Rethinking the Broadway-Lincoln Corridor

by Jenny Niemann

At last week’s Denver Moves Broadway public workshop, the City presented a range of options for transforming the Broadway/Lincoln corridor into a safer, more livable place, while improving mobility for all modes. This corridor has been the focus of many City plans. Most recently, the Golden Triangle Neighborhood Plan envisioned Broadway as a “Grand Boulevard.” This workshop sought feedback on alternatives for implementing that neighborhood vision through a redesign of the travel lanes on both roads and placemaking throughout the corridor.


One of three proposed design alternatives presented by the City. Image courtesy of Denver Public Works.

The City offered three different roadway design alternatives that would provide a protected bike facility on the corridor by removing a lane of traffic on either Broadway or Lincoln. Based on current traffic counts and speeds, City planners assert that Broadway could handle losing a travel lane without much increase in congestion. Providing more space for bikes creates the sort of multi-modal environment that is good for pedestrians, too: removing a lane of traffic and narrowing travel lanes will slow down travel speeds and reduce the distance pedestrians must go to cross the street.

Detail of proposed placemaking elements. Image courtesy of Denver Public Works.

Detail of proposed placemaking elements. Image courtesy of Denver Public Works.

The most interesting part of the workshop was the presentation of placemaking concepts for every block of the corridor. Despite the great mix of shops, restaurants and bars along the corridor, the speeding cars and huge space devoted to them don’t contribute to a welcoming place to walk. Proposed placemaking strategies would provide many more amenities for pedestrians and anyone who wants to enjoy the corridor. Enhancements included curb extensions, or bulb-outs, to reduce crossing distances, parklets, landscaping, enhanced crosswalks, and traffic calming. Pedestrians were clearly the focus here: planners envision pedestrian gathering spaces, activation of surface parking lots fronting the road, and a pedestrian-oriented alley.

Example of a curb extensions that shortens crossing distance. Image courtesy of Denver Public Works.

Example of a curb extensions that shortens crossing distance. Image courtesy of Denver Public Works.

I was encouraged to see the workshop recorded videos of residents talking about their experiences in the corridor, and what they hoped to see in the future. The videos will be compiled to communicate the community’s goals for the corridor. We can hope that residents’ videos will end up providing additional support for making Broadway and Lincoln streets that work for everyone.

If you missed the meeting, you can still learn about the project and provide feedback through a website the city created for the project. Go here to learn more about the project’s background and goals, see the information presented at the workshop, and provide feedback. Submit comments about the design alternatives by November 30, 2015.


Jenny Niemann is a WalkDenver Policy Committee member and a MURP/MPH graduate student at the University of Colorado Denver

By | 2016-12-27T18:05:27+00:00 November 21, 2015|Categories: Advocacy, Bicycles, Motor Vehicles, Pedestrians, Transit, Walkability|Tags: |6 Comments


  1. Mark November 21, 2015 at 9:34 am

    It looks nice.

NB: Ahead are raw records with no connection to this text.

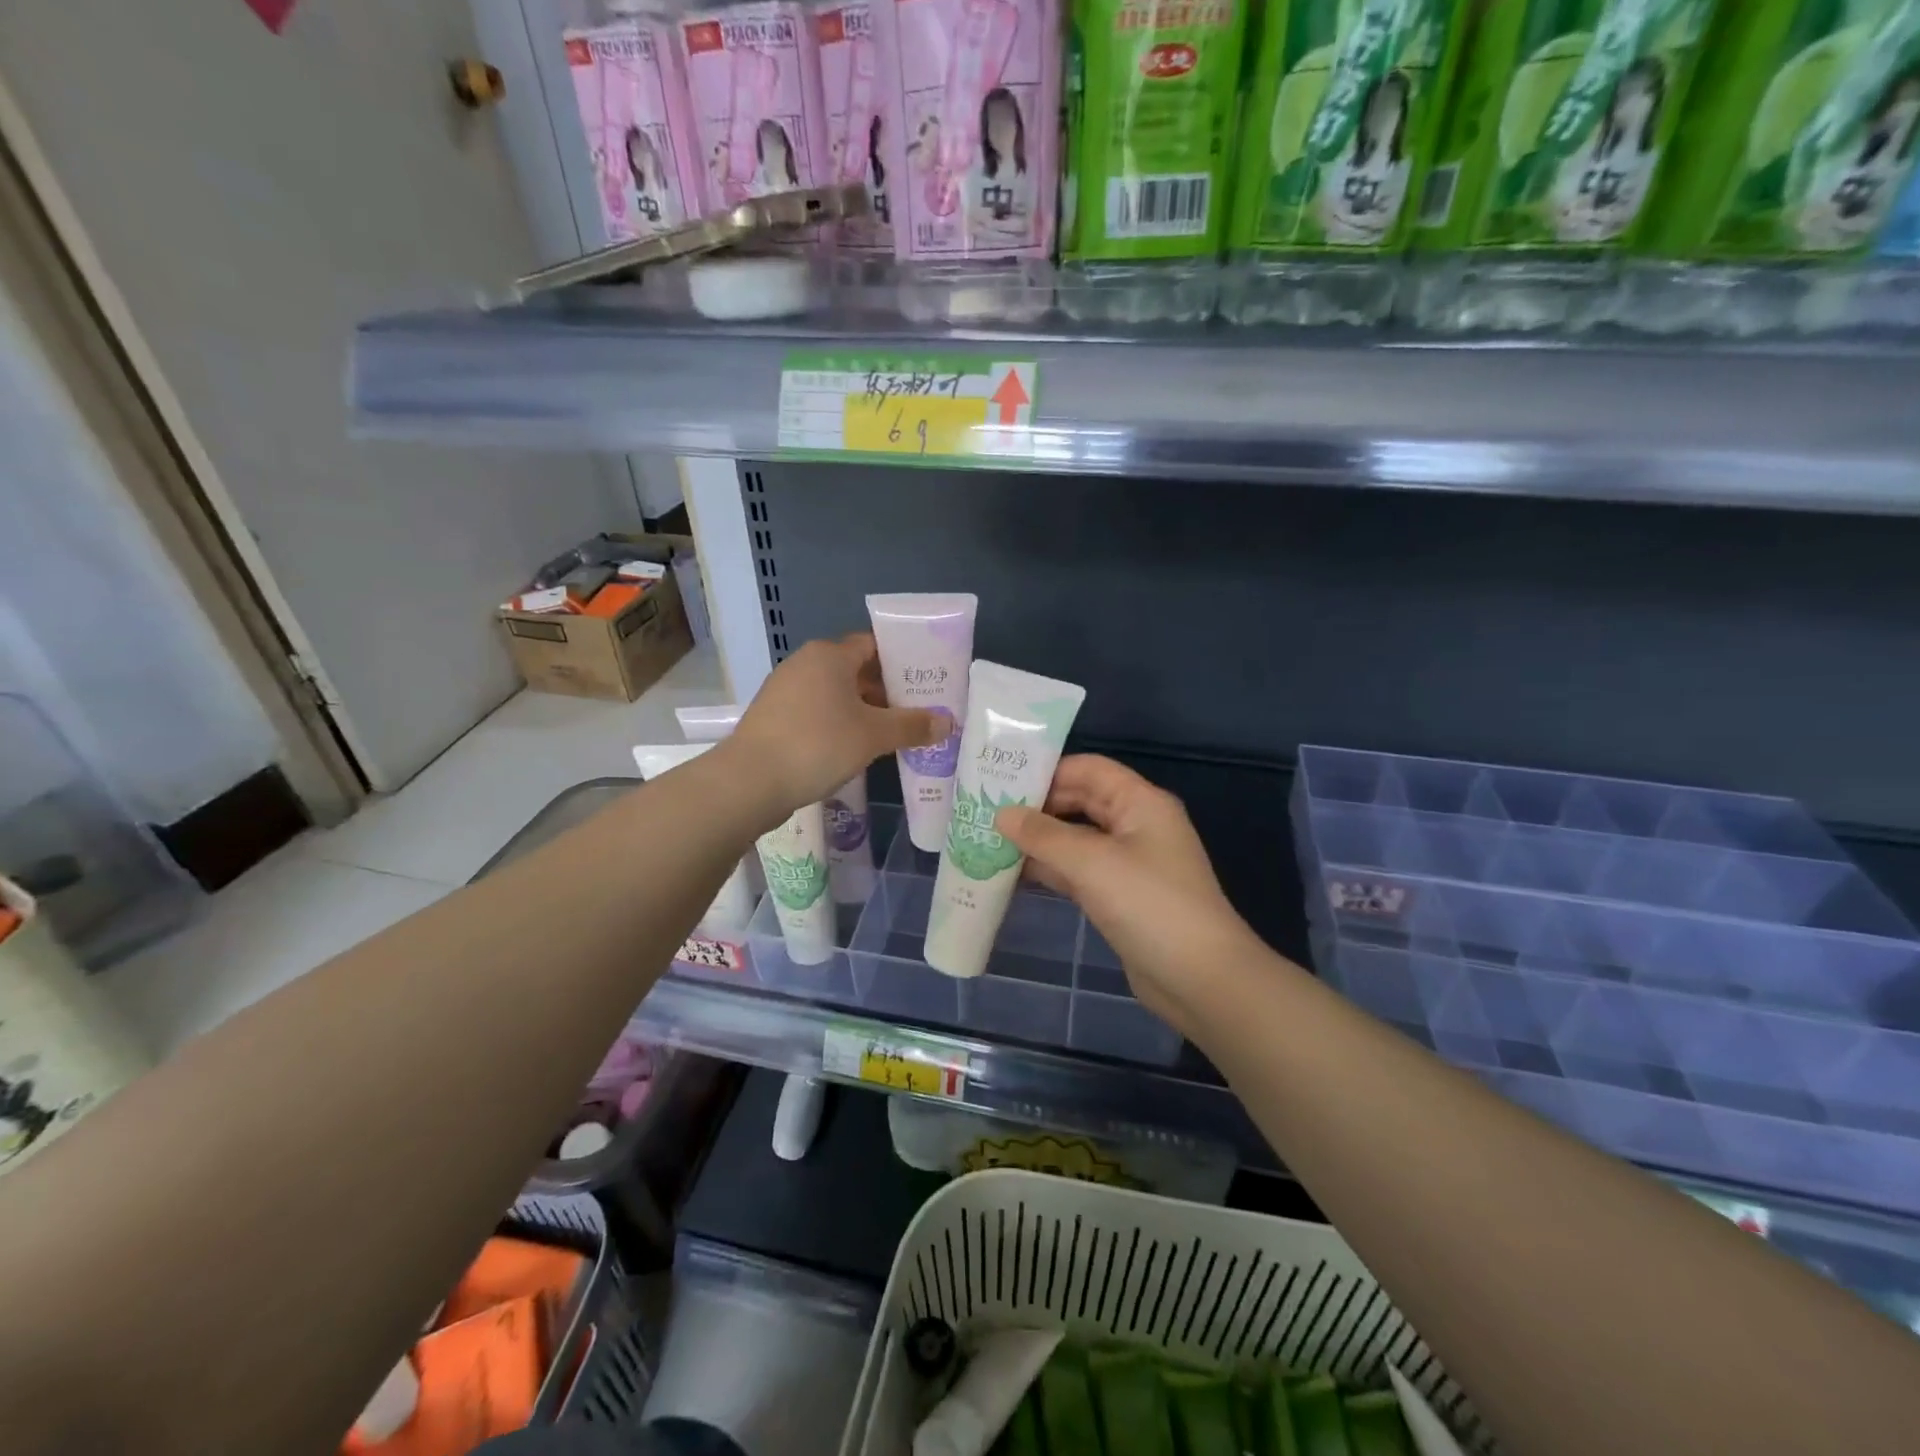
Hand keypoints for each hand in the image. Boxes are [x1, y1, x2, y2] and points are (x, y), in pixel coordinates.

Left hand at [727, 633, 944, 819]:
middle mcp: (805, 664)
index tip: (926, 681)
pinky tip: (856, 749)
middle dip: (887, 691)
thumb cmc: (818, 744)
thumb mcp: (873, 736)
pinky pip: (818, 713)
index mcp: (829, 655)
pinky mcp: (774, 718)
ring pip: (836, 694)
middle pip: (856, 670)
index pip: (874, 645)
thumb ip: (912, 726)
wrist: (749, 781)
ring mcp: (785, 691)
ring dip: (864, 711)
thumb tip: (948, 722)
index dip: (902, 661)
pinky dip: (840, 725)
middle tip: (917, 712)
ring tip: (893, 734)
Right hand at [997, 756, 1259, 1036]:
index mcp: (1140, 803)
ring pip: (1076, 839)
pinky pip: (1078, 871)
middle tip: (987, 814)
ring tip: (990, 842)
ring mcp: (1128, 862)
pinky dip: (1050, 870)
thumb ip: (1043, 835)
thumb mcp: (1092, 863)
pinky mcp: (1120, 896)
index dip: (1047, 771)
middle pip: (1080, 802)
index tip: (1001, 782)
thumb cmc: (1149, 905)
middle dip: (1037, 808)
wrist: (1199, 978)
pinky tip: (1014, 875)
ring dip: (1039, 841)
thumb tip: (1001, 814)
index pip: (1089, 769)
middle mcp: (1136, 825)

However, I was led to to believe they would be putting in protected bike lanes not buffered. There is a difference. The difference is, protected lanes with a curb will bring all ages. Buffered will not.

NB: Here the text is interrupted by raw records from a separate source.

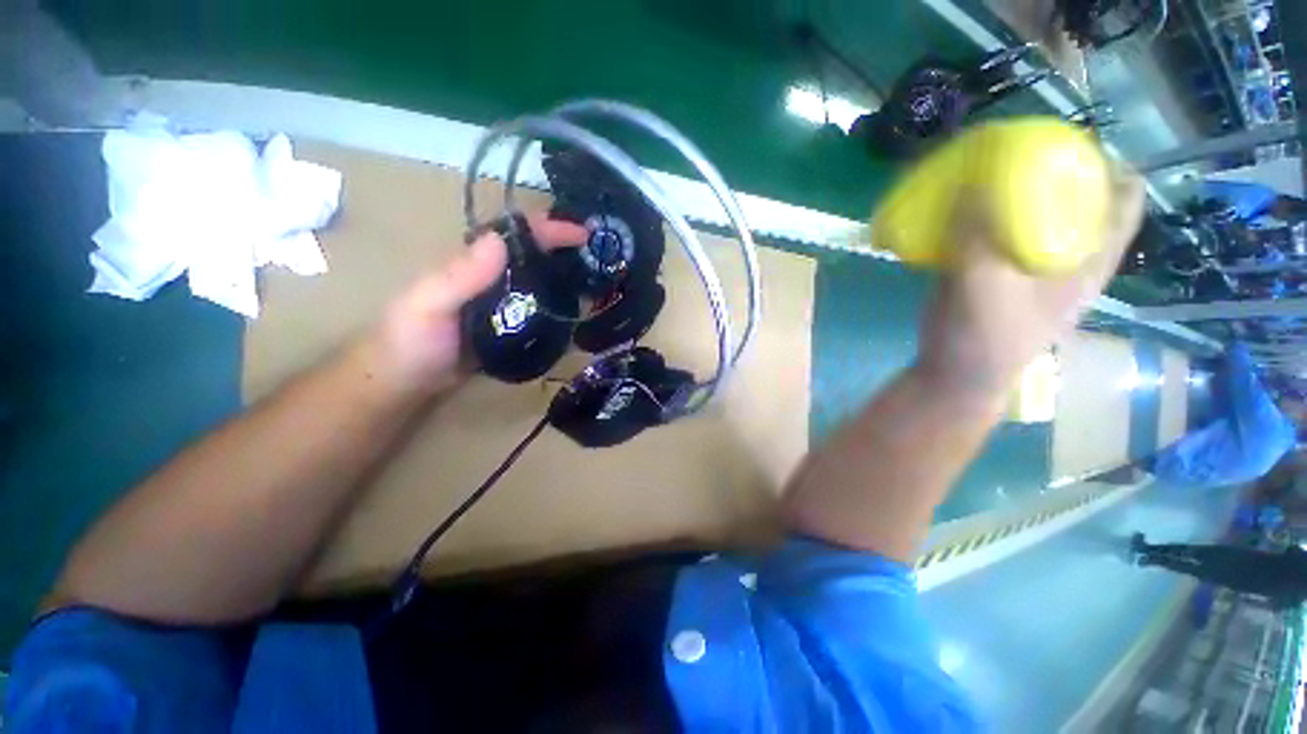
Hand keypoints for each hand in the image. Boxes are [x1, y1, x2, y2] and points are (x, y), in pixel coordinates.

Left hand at [360, 214, 586, 396]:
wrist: (404, 384)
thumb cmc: (409, 341)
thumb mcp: (427, 305)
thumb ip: (460, 275)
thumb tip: (500, 240)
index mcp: (473, 263)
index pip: (515, 235)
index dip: (549, 229)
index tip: (584, 235)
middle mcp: (492, 278)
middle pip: (535, 257)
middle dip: (568, 254)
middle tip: (602, 263)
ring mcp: (503, 305)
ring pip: (541, 284)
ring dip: (568, 281)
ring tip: (600, 287)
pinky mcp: (510, 329)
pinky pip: (539, 313)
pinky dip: (559, 310)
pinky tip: (578, 315)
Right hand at [916, 170, 1144, 402]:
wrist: (952, 373)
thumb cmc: (983, 336)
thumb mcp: (984, 285)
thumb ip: (979, 235)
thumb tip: (974, 179)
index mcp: (1087, 259)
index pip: (1123, 202)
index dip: (1111, 166)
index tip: (1075, 142)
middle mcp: (1066, 256)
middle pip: (1077, 199)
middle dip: (1053, 170)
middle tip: (1018, 148)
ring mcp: (1027, 264)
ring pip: (1031, 214)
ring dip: (1012, 191)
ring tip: (985, 169)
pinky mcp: (992, 271)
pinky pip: (993, 231)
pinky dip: (980, 214)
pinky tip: (960, 204)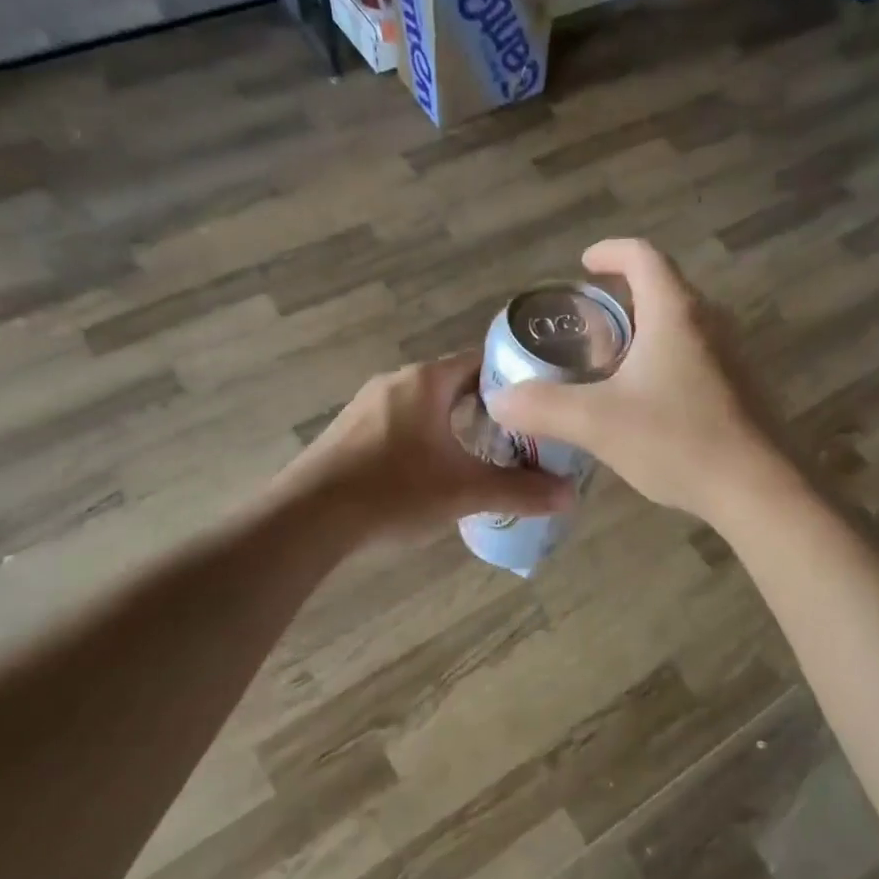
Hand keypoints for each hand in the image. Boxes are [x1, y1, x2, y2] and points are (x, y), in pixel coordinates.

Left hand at [287, 353, 571, 540]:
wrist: (307, 518)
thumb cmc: (393, 491)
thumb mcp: (463, 492)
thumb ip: (519, 490)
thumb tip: (570, 496)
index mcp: (426, 380)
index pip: (481, 361)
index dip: (514, 378)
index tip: (540, 402)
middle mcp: (396, 381)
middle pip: (455, 382)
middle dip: (488, 406)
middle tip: (520, 434)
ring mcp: (367, 404)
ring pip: (426, 404)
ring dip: (454, 423)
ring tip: (483, 453)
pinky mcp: (350, 430)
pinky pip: (401, 421)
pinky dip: (425, 436)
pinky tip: (433, 470)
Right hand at [489, 239, 795, 523]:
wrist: (759, 490)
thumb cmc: (678, 440)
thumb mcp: (597, 423)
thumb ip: (543, 407)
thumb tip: (500, 399)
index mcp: (675, 312)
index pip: (642, 256)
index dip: (610, 251)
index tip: (584, 264)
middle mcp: (709, 321)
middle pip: (663, 288)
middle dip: (622, 297)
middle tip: (587, 323)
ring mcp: (732, 355)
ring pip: (680, 324)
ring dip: (645, 331)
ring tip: (610, 362)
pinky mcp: (742, 387)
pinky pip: (696, 355)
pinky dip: (665, 359)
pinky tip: (646, 402)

    • Ken Schroeppel November 21, 2015 at 10:33 am

      The image shows one option. Your feedback is needed to help influence these types of decisions.

    • Jerry November 21, 2015 at 12:44 pm

      Well, technically, that image shows a parking-protected bike lane with a buffer between the bike lanes and the parking spaces. While a curb-level, parking-protected bike lane would be fantastic, I think that what is shown there is really good.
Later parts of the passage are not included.